_WORK INSTRUCTIONS_: Pick out each line in these entries that contains the string "options".

_RECORDED INFORMATION_:
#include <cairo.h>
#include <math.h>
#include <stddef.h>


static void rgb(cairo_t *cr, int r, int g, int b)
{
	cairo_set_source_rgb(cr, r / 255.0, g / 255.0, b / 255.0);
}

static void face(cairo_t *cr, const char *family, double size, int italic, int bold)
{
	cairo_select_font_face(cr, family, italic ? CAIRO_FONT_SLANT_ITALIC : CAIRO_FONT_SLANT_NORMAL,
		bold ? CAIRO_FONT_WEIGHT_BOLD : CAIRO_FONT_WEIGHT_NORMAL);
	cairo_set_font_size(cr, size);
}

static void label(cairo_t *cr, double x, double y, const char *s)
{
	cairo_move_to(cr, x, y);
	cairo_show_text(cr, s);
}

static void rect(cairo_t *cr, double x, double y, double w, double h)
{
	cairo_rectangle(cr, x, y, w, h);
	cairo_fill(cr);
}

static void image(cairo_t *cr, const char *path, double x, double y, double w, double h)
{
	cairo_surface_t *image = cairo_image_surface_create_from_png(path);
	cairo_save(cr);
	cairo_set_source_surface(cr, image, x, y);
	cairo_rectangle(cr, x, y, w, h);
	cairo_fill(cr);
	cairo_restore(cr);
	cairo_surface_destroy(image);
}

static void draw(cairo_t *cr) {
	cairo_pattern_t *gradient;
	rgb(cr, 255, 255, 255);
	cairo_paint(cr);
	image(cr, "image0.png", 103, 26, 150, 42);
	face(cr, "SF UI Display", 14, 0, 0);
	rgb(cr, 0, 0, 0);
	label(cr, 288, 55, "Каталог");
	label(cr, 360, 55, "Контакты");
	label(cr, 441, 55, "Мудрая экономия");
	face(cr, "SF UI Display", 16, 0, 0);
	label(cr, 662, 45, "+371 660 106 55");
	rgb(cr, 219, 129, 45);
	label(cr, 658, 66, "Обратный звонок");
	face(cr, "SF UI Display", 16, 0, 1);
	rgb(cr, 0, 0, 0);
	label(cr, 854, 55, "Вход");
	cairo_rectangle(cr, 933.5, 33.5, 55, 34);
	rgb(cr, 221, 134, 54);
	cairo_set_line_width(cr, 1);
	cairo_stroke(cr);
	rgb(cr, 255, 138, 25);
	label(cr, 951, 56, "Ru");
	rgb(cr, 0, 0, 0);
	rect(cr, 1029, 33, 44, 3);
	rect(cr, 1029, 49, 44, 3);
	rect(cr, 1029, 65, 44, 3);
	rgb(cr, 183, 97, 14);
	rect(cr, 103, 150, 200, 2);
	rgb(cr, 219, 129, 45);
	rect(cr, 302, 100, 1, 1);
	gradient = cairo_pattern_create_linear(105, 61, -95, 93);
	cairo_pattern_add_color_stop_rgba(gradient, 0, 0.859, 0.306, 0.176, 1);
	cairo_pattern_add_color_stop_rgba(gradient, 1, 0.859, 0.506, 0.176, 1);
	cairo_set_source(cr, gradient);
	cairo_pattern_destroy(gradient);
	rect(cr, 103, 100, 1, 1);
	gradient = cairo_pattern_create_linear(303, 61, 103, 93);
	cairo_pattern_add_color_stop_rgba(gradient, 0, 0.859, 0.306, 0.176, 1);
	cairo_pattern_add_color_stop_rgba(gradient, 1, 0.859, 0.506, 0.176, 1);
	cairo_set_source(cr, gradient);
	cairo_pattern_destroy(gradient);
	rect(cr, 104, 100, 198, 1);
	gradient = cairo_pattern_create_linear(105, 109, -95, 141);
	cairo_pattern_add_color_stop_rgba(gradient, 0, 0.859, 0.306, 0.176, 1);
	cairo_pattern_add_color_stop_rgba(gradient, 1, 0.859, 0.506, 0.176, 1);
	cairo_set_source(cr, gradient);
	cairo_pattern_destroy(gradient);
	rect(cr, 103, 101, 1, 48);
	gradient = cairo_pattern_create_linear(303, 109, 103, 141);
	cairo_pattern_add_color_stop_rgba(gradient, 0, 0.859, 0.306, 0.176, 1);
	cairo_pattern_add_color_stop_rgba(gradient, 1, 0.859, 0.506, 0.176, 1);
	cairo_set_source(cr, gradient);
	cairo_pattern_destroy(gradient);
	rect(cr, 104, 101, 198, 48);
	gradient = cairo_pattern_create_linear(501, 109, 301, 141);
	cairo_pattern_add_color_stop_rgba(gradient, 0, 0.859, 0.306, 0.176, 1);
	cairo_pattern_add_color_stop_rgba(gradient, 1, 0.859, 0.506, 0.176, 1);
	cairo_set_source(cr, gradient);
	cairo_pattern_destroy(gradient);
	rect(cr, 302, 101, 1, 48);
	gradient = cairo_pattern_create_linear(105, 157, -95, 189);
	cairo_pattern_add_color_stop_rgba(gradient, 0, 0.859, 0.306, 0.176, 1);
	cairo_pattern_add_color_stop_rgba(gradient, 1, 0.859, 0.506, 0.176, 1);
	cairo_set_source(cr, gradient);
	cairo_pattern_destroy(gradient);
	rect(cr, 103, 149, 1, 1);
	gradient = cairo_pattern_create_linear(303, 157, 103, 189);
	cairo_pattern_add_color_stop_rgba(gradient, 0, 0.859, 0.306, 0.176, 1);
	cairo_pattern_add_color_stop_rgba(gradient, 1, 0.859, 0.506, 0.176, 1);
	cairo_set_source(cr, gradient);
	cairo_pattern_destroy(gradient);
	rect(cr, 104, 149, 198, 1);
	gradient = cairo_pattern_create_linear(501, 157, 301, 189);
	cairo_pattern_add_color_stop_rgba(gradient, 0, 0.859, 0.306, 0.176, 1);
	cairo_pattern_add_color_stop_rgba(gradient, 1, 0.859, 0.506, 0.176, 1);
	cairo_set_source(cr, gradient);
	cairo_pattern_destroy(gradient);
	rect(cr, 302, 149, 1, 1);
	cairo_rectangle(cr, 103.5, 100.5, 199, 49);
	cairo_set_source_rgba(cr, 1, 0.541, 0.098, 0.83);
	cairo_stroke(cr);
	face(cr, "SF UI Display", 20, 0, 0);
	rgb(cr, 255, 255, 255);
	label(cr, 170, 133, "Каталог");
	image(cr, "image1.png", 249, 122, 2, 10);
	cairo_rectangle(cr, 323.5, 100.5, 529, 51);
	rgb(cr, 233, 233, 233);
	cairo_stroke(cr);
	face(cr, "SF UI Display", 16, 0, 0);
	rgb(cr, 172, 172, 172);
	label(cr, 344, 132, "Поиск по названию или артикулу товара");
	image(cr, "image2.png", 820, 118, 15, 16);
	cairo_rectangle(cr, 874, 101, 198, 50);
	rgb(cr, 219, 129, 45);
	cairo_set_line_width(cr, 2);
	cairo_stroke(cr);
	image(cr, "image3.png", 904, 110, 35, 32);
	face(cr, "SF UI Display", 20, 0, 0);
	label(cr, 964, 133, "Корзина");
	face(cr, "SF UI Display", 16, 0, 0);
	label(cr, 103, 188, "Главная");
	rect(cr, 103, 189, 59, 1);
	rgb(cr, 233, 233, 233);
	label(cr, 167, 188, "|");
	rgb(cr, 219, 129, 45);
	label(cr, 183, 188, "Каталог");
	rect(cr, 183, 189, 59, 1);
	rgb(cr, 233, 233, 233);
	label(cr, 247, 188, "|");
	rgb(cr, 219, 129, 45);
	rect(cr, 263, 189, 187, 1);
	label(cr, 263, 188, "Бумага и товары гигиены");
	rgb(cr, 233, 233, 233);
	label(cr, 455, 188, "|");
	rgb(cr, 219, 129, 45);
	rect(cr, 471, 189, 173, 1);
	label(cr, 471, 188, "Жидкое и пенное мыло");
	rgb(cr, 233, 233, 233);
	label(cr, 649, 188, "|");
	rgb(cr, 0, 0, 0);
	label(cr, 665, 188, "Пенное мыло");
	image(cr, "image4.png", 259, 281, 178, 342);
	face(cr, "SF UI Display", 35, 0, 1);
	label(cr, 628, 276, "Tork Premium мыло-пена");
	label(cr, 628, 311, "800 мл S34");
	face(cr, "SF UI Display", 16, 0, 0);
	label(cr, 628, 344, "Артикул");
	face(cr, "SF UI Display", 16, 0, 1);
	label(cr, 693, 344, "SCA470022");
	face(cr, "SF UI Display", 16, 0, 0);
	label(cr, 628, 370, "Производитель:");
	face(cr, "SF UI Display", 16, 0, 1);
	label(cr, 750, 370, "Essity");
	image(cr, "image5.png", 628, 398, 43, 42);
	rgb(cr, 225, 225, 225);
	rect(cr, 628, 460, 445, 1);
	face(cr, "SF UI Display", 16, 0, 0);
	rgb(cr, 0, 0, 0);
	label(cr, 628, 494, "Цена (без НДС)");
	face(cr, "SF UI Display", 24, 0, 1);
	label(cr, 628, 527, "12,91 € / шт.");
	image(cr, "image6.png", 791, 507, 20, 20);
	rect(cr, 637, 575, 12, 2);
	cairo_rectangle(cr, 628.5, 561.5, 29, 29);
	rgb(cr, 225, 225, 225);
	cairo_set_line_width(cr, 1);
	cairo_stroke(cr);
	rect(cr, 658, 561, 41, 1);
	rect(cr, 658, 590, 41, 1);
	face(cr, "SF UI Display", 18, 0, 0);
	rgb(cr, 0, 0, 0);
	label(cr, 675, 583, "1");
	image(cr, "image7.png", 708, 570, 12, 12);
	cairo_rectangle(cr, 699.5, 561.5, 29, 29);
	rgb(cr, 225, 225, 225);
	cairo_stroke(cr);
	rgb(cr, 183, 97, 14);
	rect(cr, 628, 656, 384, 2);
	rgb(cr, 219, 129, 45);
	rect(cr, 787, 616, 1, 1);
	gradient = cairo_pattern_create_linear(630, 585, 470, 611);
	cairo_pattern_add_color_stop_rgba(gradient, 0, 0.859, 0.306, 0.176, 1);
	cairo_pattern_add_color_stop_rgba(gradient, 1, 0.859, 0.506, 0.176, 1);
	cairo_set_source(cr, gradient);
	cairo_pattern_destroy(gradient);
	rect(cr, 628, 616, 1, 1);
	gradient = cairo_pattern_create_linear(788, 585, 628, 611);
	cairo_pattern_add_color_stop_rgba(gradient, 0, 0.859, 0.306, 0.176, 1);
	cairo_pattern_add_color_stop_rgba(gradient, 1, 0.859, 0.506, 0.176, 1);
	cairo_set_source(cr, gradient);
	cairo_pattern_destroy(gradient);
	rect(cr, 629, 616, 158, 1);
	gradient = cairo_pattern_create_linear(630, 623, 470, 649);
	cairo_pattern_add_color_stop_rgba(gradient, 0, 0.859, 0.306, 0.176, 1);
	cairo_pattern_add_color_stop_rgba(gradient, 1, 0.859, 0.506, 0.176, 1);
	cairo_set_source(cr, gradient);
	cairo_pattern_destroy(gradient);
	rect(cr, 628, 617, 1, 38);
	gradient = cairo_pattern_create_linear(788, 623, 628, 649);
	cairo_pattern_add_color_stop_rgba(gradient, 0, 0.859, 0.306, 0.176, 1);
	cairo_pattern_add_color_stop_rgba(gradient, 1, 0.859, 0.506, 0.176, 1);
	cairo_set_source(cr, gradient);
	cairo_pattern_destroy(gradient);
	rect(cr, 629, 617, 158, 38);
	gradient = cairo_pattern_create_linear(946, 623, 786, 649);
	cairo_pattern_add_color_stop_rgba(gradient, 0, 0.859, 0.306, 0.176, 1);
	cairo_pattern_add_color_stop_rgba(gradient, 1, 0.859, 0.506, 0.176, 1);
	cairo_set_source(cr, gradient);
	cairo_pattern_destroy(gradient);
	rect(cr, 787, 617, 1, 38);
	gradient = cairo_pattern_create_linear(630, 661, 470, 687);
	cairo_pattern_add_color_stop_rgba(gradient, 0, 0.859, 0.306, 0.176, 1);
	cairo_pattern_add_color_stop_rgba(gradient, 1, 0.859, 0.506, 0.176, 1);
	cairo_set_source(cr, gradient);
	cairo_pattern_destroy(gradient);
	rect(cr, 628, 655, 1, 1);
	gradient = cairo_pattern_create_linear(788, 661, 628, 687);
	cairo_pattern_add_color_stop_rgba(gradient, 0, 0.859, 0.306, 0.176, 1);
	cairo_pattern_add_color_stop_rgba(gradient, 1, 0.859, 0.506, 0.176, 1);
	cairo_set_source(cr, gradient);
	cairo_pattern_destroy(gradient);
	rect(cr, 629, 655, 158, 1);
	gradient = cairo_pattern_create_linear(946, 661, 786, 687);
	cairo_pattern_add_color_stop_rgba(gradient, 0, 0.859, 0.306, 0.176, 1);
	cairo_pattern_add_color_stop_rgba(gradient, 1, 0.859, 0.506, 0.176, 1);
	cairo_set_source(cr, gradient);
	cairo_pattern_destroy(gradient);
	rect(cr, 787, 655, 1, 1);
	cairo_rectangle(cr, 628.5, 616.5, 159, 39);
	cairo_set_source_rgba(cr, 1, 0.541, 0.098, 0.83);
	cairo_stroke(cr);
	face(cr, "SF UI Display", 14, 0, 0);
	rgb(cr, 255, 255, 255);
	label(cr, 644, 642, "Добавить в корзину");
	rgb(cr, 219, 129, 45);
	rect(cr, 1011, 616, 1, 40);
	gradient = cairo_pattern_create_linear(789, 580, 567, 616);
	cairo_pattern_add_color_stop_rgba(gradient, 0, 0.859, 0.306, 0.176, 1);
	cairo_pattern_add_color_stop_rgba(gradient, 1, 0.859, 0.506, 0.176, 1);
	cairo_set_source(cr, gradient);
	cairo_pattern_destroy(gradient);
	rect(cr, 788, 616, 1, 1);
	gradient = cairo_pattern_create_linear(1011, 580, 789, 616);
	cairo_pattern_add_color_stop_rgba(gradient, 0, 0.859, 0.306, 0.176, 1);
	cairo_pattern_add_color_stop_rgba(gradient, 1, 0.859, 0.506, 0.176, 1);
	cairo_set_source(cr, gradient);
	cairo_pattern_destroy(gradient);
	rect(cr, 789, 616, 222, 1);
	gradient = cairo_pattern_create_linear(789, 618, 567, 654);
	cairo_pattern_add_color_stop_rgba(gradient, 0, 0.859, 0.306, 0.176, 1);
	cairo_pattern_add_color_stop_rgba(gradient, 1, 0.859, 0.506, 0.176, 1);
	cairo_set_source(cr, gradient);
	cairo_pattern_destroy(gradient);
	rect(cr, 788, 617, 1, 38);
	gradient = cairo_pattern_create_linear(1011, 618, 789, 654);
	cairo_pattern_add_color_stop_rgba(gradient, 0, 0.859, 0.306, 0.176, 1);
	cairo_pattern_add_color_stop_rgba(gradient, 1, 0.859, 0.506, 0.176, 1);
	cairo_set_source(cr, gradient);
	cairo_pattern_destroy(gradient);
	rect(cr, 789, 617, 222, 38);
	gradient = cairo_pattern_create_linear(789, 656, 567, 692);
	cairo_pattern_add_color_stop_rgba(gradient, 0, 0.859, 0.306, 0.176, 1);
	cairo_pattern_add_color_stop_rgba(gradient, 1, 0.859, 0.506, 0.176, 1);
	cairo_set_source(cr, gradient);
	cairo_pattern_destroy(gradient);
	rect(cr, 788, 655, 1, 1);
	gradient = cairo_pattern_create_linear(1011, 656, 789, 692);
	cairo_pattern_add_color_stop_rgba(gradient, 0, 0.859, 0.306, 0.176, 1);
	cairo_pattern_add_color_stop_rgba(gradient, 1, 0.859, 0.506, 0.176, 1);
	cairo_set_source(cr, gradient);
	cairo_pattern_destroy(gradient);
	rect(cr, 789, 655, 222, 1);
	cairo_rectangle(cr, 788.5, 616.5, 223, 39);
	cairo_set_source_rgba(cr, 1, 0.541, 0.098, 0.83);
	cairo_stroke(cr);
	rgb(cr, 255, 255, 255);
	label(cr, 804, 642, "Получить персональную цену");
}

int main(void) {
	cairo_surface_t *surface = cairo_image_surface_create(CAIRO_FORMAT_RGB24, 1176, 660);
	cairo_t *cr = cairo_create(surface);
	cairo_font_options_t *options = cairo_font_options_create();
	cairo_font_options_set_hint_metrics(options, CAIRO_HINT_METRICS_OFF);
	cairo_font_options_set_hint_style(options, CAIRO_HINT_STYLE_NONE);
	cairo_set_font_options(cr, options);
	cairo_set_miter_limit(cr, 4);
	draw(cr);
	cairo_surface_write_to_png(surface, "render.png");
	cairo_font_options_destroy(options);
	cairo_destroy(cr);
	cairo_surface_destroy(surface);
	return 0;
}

_SOLUTION TO THE EXERCISE_:
	cairo_font_options_t *options = cairo_font_options_create();
	cairo_font_options_set_hint_metrics(options, CAIRO_HINT_METRICS_OFF);
	cairo_font_options_set_hint_style(options, CAIRO_HINT_STYLE_NONE);
	cairo_set_font_options(cr, options);
	cairo_font_options_destroy(options);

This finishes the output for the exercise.